PROBLEM TO SOLVE =
Report how many lines of the listing below include the word "dead". Give nothing but the number.

RECORDED INFORMATION =
╔══

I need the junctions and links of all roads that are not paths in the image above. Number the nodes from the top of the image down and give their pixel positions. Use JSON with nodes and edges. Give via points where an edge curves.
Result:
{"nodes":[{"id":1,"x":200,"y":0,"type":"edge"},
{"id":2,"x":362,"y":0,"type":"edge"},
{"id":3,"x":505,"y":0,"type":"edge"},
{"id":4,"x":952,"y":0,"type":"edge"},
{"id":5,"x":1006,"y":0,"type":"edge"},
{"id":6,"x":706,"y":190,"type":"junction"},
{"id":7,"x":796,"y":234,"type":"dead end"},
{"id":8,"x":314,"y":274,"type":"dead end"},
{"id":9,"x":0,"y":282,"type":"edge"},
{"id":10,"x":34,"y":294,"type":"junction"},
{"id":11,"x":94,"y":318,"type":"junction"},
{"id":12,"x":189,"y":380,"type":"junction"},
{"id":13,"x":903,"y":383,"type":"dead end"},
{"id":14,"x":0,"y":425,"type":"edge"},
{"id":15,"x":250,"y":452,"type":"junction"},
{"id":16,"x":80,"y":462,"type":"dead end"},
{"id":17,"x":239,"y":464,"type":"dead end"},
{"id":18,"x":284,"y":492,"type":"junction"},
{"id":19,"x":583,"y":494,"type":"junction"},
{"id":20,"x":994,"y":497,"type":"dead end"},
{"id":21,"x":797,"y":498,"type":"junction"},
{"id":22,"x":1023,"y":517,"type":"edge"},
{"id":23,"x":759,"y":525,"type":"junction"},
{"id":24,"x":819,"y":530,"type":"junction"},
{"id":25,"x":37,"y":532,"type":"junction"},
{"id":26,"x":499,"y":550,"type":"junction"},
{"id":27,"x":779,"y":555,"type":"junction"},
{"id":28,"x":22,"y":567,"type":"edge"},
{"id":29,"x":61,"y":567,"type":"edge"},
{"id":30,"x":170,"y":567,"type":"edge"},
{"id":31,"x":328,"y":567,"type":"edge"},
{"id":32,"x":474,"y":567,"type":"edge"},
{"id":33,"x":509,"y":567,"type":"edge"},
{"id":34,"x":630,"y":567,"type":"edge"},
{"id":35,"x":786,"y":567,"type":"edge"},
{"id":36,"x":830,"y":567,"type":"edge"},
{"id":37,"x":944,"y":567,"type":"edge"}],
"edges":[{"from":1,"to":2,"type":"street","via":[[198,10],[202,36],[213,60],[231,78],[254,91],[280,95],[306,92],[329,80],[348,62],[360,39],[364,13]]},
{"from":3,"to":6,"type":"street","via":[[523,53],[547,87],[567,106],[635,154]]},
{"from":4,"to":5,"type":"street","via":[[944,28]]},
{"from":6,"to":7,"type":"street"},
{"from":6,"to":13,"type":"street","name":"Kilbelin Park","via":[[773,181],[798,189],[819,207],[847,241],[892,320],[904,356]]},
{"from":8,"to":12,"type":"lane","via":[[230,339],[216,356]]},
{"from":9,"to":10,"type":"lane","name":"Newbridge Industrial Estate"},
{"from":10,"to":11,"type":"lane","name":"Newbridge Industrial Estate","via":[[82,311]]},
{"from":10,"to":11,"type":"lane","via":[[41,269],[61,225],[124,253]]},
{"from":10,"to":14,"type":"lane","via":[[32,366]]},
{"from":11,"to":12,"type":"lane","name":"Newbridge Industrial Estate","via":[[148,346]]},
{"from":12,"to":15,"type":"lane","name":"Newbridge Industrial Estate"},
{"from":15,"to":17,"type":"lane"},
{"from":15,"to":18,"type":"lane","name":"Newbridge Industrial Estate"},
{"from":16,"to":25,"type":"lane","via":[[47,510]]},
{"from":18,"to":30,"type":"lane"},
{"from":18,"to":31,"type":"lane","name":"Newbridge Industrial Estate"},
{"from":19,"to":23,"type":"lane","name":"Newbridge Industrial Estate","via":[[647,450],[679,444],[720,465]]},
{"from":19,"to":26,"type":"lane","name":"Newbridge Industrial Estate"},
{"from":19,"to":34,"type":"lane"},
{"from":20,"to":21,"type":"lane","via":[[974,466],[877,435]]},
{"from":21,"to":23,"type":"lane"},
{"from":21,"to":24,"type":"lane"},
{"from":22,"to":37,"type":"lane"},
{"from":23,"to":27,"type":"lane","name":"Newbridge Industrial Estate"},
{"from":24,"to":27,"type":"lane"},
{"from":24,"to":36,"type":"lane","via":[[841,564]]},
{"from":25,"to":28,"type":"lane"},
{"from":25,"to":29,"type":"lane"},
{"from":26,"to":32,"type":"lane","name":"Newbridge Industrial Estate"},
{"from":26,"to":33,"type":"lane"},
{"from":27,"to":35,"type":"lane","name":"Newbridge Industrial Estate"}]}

╚══

REPLY =
6